The Monk by the Sea, circa 1808–1810
Caspar David Friedrich (1774–1840)

One of Friedrich’s most famous paintings, The Monk by the Sea (Der Mönch am Meer), is also one of his most enigmatic. Could the tall figure with the Teutonic blond hair standing on the shore like the trunk of a barren tree be the artist himself? What is the monk thinking about as he gazes out to the dark sea? We shall never know. Interestingly, the foreground consisting of land and water occupies only a fifth of the canvas. The rest is all sky. Friedrich seems to be suggesting that there is something greater and loftier than man and nature.

Moonrise ( (Mondaufgang),, circa 1835–1837
Caspar David Friedrich (1774–1840)

For Friedrich, nature was not only an object for artistic contemplation. It was a vehicle for communing with the divine. In this sepia ink and pencil drawing, the entire scene is bathed in lambent light. It is beautiful but mysterious. The two men seem to be frozen in awe as they gaze at the rising moon, their backs turned towards the viewer. It is a subtle invitation to take part in a  transient encounter with the sublime.

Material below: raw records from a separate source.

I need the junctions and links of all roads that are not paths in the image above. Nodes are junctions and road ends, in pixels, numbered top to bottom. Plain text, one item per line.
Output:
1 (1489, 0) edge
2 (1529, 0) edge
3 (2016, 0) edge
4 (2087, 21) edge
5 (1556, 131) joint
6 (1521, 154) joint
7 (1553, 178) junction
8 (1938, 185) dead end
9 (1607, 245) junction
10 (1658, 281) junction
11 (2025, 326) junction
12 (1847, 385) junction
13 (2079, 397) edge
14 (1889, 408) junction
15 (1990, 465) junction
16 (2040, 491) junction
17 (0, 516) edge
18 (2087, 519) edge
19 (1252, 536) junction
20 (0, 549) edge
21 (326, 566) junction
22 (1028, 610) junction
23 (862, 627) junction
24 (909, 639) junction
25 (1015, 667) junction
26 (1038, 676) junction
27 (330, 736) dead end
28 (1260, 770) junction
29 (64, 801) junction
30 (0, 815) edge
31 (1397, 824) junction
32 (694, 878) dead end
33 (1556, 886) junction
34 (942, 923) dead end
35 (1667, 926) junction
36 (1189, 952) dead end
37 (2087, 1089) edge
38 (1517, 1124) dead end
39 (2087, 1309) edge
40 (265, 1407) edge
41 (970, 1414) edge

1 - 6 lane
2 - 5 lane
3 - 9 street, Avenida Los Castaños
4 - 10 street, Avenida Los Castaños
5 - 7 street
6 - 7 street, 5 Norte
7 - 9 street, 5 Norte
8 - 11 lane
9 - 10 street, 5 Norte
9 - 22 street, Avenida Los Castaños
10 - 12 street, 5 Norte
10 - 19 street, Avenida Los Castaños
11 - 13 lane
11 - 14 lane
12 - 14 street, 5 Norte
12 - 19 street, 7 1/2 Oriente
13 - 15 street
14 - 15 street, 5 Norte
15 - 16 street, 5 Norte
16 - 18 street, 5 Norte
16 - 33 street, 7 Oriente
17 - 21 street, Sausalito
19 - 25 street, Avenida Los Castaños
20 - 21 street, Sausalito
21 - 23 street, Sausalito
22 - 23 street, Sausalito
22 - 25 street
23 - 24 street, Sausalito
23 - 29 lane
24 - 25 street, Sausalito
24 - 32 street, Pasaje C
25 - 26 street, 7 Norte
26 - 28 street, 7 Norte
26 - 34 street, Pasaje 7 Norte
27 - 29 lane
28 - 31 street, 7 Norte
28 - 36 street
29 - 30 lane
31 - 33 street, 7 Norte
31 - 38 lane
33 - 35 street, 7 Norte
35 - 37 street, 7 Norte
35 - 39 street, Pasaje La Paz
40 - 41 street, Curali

Ships in the Roadstead, probably circa 1816–1817
Caspar David Friedrich (1774–1840)

Like many of Friedrich’s works, Ships in the Roadstead (Schiffe auf der Reede) shows a fascination with death and decay. The stark silhouttes of three sailing ships call to mind the crucifixion of Jesus Christ in Calvary. Adding to the religious overtone is a full moon that lights up part of the sky in the background. To the believer, there is life after death.

Night in the Harbour (Sisters), circa 1818–1820
Caspar David Friedrich (1774–1840)

Night in the Harbour / Sisters (Nacht im Hafen / Schwestern) is an intriguing piece. Two sisters are standing on a balcony overlooking the harbour. The woman on the left has her right hand resting on the shoulder of her sister. Is she trying to comfort her? In the background are the silhouttes of a cathedral and the masts of ships that stand erect like sentinels on watch. A small dot of a moon at the top of the canvas provides the only light to the sombre landscape.

On a Sailing Ship, circa 1818–1820
Caspar David Friedrich (1774–1840)

The image of a couple holding hands on a sailing vessel can easily give rise to a cheesy, hackneyed painting. In On a Sailing Ship, Friedrich avoids sentimentalism and elevates the subject to the level of sublime art. Like the two men on the shore in Moonrise (Mondaufgang), the man and woman in this painting are facing the horizon. Somehow we get the sense of being on the same boat with them. We find ooutselves seated behind the mast near the stern on a homeward journey.